**Given information**.

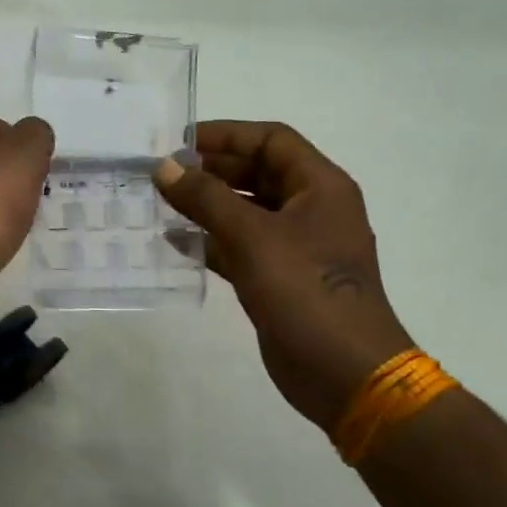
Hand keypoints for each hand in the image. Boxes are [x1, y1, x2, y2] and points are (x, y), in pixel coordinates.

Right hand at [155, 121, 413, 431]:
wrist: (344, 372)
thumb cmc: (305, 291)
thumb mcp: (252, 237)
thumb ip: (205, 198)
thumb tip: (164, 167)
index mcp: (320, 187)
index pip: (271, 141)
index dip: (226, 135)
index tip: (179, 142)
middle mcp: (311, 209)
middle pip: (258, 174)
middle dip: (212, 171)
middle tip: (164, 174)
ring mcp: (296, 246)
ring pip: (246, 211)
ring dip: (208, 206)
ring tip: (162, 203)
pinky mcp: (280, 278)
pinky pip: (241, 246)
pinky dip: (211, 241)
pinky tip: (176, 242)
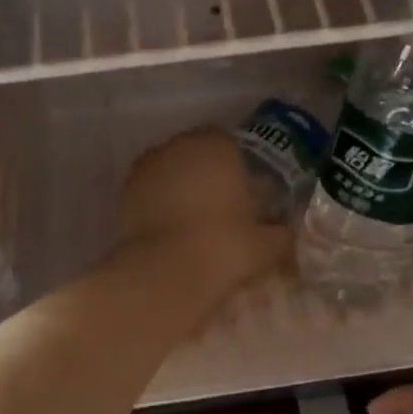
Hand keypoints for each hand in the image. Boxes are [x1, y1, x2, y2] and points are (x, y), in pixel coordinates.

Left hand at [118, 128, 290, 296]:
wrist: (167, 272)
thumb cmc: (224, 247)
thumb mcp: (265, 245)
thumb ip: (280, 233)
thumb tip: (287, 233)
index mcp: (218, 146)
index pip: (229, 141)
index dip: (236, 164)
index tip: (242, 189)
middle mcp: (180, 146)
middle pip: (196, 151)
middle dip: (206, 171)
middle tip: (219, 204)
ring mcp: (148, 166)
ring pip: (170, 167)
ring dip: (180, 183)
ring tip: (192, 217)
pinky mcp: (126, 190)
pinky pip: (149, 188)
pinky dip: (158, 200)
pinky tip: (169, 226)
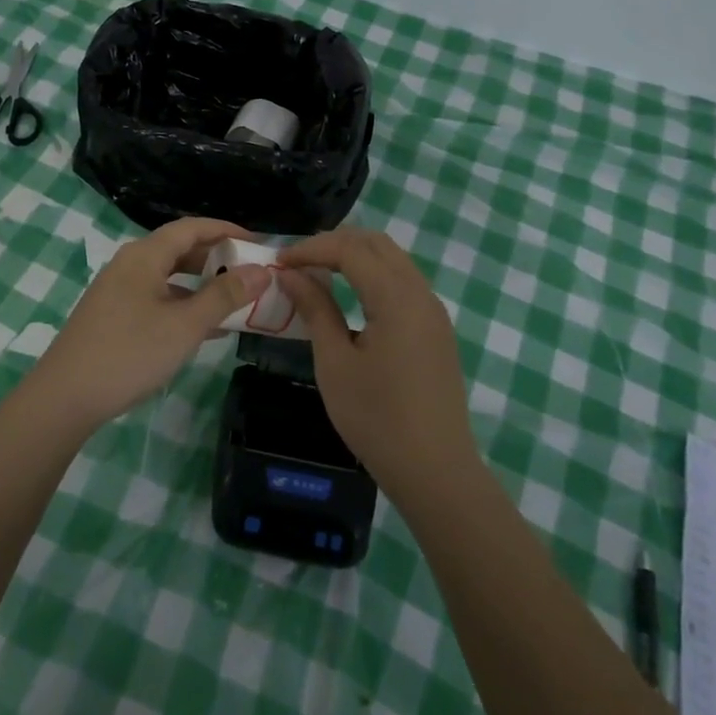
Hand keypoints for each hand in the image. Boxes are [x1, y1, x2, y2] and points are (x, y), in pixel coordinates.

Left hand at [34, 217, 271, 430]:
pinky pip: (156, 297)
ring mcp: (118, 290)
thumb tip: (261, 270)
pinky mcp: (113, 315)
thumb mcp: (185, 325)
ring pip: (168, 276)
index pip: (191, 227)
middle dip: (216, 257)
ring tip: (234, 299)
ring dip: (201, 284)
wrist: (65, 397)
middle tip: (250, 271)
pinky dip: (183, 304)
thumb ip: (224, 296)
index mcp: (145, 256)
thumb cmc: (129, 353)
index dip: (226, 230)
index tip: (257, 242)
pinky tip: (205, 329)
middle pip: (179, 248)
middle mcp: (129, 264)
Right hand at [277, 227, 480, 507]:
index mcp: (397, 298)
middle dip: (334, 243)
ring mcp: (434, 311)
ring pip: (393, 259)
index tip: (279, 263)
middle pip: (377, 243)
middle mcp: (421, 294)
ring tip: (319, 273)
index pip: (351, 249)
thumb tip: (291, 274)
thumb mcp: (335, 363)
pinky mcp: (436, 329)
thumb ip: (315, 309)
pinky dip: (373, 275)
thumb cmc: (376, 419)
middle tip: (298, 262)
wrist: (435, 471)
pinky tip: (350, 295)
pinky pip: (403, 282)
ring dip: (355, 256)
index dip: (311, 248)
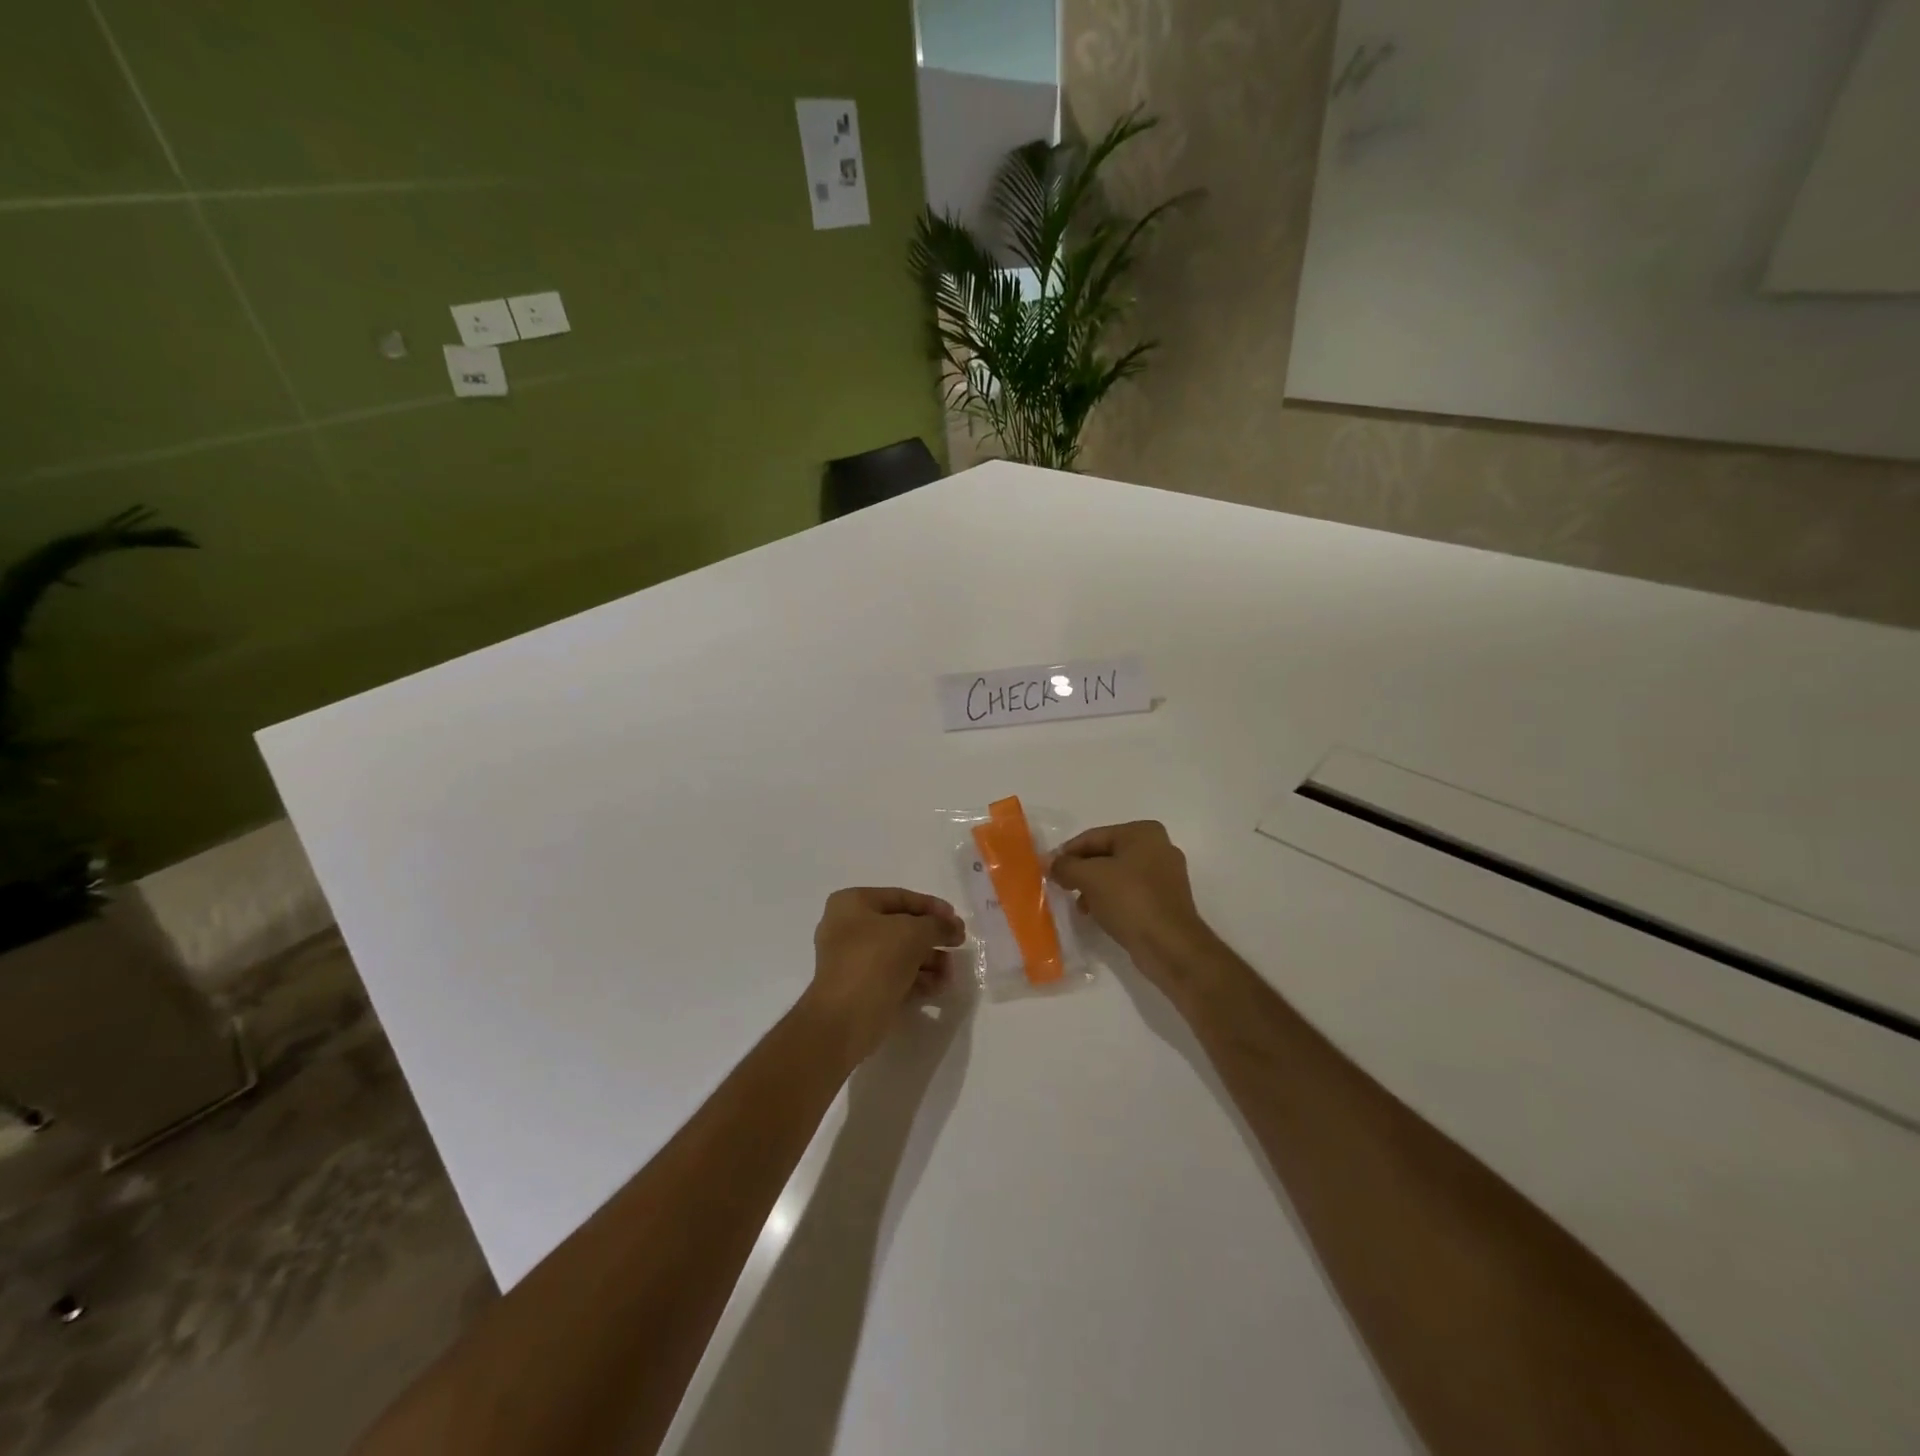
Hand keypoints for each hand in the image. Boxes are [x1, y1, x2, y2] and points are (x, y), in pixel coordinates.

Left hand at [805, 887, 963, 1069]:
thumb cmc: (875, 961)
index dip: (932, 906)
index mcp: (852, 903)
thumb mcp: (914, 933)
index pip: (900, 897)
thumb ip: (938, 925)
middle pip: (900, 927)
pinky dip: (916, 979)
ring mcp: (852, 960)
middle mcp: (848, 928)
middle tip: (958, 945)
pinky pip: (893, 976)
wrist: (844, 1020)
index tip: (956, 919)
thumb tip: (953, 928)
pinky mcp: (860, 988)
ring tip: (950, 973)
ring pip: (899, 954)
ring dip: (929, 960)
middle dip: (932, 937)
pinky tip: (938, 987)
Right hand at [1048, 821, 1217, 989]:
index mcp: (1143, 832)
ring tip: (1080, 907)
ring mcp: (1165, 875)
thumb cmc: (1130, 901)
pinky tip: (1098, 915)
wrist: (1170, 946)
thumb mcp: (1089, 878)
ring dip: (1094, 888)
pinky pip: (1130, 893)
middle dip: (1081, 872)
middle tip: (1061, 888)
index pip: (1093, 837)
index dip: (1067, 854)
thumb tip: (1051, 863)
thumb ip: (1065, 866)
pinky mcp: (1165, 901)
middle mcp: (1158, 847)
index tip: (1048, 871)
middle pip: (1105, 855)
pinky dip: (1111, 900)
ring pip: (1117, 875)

...

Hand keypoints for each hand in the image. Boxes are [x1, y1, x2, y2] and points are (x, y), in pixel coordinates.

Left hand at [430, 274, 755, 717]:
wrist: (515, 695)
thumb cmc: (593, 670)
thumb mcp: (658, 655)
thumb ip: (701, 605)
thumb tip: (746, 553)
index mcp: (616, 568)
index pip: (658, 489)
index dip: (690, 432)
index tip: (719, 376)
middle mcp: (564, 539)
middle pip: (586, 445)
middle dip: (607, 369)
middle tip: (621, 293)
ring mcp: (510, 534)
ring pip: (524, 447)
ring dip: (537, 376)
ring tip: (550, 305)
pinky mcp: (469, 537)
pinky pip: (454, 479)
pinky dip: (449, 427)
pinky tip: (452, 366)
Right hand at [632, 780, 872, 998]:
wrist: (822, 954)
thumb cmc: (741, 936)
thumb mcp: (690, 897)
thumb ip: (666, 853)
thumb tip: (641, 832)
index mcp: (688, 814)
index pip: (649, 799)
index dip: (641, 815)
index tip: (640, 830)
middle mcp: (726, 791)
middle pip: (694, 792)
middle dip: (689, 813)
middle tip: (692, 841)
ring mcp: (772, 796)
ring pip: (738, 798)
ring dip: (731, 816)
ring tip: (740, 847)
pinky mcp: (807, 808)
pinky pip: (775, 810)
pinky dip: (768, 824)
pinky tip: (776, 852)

---

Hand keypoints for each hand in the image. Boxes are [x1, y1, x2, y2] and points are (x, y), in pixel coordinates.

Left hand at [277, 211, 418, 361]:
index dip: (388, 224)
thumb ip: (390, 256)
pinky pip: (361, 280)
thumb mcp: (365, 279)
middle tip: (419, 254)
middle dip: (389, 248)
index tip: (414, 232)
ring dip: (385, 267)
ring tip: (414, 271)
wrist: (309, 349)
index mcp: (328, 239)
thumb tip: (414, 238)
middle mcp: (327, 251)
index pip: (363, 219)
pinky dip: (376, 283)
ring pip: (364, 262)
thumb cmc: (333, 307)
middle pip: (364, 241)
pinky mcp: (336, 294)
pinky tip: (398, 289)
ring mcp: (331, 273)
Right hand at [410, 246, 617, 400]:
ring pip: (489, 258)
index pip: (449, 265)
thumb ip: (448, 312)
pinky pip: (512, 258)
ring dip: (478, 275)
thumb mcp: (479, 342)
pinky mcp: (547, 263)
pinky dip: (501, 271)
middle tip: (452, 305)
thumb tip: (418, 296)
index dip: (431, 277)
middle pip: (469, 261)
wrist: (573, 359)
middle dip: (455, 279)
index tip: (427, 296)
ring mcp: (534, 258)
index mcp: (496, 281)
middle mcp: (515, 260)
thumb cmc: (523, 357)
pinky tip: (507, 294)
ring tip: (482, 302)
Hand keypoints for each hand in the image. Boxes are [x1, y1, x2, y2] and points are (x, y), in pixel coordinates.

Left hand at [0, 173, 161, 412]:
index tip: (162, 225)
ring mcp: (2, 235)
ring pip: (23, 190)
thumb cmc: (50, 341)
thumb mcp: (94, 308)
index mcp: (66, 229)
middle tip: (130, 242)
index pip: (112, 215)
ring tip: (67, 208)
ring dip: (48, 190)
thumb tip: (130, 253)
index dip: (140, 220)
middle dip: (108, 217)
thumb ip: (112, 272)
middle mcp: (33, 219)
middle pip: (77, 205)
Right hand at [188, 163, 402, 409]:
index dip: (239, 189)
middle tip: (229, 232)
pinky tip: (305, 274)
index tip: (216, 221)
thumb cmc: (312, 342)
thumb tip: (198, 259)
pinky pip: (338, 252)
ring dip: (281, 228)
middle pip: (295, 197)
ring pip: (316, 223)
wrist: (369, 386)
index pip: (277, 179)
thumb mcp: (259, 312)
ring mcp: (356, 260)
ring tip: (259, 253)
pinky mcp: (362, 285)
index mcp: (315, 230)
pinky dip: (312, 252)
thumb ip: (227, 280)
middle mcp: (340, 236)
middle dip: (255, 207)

**Work item**. An exact transcription is needed of the lines from the one with "index pip: (351, 249)" to the one with "pinky pip: (1130, 893)" above, both ends included, with pictures left out.

**Output of the exercise**.
index pip: (351, 249)
thumb tip: (291, 274)
thumb mcp: (335, 363)
pinky mcp: (436, 329)
thumb ip: (315, 309)
pinky dip: (373, 275)
thumb cmc: (376, 419)
middle tip: (298, 262)
wrist: (435, 471)
pinky tip: (350, 295)
pinky pip: (403, 282)
ring dip: (355, 256)
index dip: (311, 248)
Hand keypoints for each hand in the image. Boxes are [x1, y1, x2, y2] and points are (x, y), in pixel coordinates.

Left hand at [805, 887, 963, 1069]:
thumb cmc: (875, 961)
index dip: (932, 906)
index mcp: (852, 903)
thumb mcp: (914, 933)
index pip: (900, 897)
thumb ip: (938, 925)
middle pip: (900, 927)
pinky dip: (916, 979)
ring mcp: (852, 960)
middle mcp: (848, 928)
middle tip: (958, 945)
pinky pip: (893, 976)
wrist: (844, 1020)
index tip: (956, 919)
thumb tip: (953, 928)
pinky mcp: (860, 988)
ring tip: (950, 973)
ring pip: (899, 954)
ring dip: (929, 960)
middle dip: (932, 937)
pinky tip: (938, 987)
Right hand at [1048, 821, 1217, 989]:
index mcp: (1143, 832)
ring tip: (1080, 907)
ring mcp: (1165, 875)
thumb cmc: (1130, 901)
pinky tip: (1098, 915)
wrist: (1170, 946)
thumb mcp: (1089, 878)
ring dip: (1094, 888)
pinky pip: (1130, 893)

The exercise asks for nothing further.